◆ Action item ◆
The answer must be the full listing, repeated exactly.

◆ Dataset records ◆
*-*-*

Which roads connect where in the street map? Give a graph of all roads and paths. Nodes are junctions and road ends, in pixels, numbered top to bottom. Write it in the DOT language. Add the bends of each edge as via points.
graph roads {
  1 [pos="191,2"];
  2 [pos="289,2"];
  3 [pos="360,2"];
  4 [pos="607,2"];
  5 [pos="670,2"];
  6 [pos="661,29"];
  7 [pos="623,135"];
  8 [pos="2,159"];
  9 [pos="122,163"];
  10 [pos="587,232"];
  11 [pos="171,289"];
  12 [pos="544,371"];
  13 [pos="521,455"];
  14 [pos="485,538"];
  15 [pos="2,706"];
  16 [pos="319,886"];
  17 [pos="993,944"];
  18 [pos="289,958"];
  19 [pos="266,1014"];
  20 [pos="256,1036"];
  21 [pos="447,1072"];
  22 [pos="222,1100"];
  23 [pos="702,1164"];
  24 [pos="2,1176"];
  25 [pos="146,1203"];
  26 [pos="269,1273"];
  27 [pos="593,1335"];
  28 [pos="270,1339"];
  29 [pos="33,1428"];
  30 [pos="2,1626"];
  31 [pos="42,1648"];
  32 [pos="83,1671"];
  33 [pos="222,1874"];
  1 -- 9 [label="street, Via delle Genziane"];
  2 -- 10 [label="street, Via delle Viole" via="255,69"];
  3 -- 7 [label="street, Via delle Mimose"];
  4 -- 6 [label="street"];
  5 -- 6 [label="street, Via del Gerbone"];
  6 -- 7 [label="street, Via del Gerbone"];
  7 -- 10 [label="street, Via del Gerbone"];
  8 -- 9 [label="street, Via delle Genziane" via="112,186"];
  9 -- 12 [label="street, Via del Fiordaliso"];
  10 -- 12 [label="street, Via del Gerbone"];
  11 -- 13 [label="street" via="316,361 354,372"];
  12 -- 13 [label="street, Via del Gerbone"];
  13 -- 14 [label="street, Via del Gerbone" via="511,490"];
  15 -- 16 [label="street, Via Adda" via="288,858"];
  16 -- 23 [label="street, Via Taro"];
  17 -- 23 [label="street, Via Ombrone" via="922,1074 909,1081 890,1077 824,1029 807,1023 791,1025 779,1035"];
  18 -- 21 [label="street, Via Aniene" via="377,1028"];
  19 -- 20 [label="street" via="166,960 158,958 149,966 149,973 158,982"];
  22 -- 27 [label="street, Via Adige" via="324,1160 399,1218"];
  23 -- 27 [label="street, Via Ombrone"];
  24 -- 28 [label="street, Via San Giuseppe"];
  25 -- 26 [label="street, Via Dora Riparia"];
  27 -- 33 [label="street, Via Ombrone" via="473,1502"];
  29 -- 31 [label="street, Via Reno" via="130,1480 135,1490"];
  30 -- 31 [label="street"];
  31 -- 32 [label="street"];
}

*-*-*

◆ Exercise result ◆
Which roads connect where in the street map? Give a graph of all roads and paths. Nodes are junctions and road ends, in pixels, numbered top to bottom. Write it in the DOT language. Add the bends of each edge as via points.
graph roads {
  1 [pos="191,2"];
  2 [pos="289,2"];
  3 [pos="360,2"];
  4 [pos="607,2"];
  5 [pos="670,2"];
  6 [pos="661,29"];
  7 [pos="623,135"];
  8 [pos="2,159"];
  9 [pos="122,163"];
  10 [pos="587,232"];
  11 [pos="171,289"];
  12 [pos="544,371"];
  13 [pos="521,455"];
  14 [pos="485,538"];
  15 [pos="2,706"];
  16 [pos="319,886"];
  17 [pos="993,944"];
  18 [pos="289,958"];
  19 [pos="266,1014"];
  20 [pos="256,1036"];
  21 [pos="447,1072"];
  22 [pos="222,1100"];
  23 [pos="702,1164"];
  24 [pos="2,1176"];
  25 [pos="146,1203"];
  26 [pos="269,1273"];
  27 [pos="593,1335"];
  28 [pos="270,1339"];
  29 [pos="33,1428"];
  30 [pos="2,1626"];
  31 [pos="42,1648"];
  32 [pos="83,1671"];
  33 [pos="222,1874"];
  1 -- 9 [label="street, Via delle Genziane"];
  2 -- 10 [label="street, Via delle Viole" via="255,69"];
  3 -- 7 [label="street, Via delle Mimose"];
  4 -- 6 [label="street"];
  5 -- 6 [label="street, Via del Gerbone"];
  6 -- 7 [label="street, Via del Gerbone"];
  7 -- 10 [label="street, Via del Gerbone"];
  8 -- 9 [label="street, Via delle Genziane" via="112,186"];
  9 -- 12 [label="street, Via del Fiordaliso"];
  10 -- 12 [label="street, Via del Gerbone"];
  11 -- 13 [label="street" via="316,361 354,372"];
  12 -- 13 [label="street, Via del Gerbone"];
  13 -- 14 [label="street, Via del Gerbone" via="511,490"];
  15 -- 16 [label="street, Via Adda" via="288,858"];
  16 -- 23 [label="street, Via Taro"];
  17 -- 23 [label="street, Via Ombrone" via="922,1074 909,1081 890,1077 824,1029 807,1023 791,1025 779,1035"];
  18 -- 21 [label="street, Via Aniene" via="377,1028"];
  19 -- 20 [label="street" via="166,960 158,958 149,966 149,973 158,982"];
  22 -- 27 [label="street, Via Adige" via="324,1160 399,1218"];
  23 -- 27 [label="street, Via Ombrone"];
  24 -- 28 [label="street, Via San Giuseppe"];
  25 -- 26 [label="street, Via Dora Riparia"];
  27 -- 33 [label="street, Via Ombrone" via="473,1502"];
  29 -- 31 [label="street, Via Reno" via="130,1480 135,1490"];
  30 -- 31 [label="street"];
  31 -- 32 [label="street"];
}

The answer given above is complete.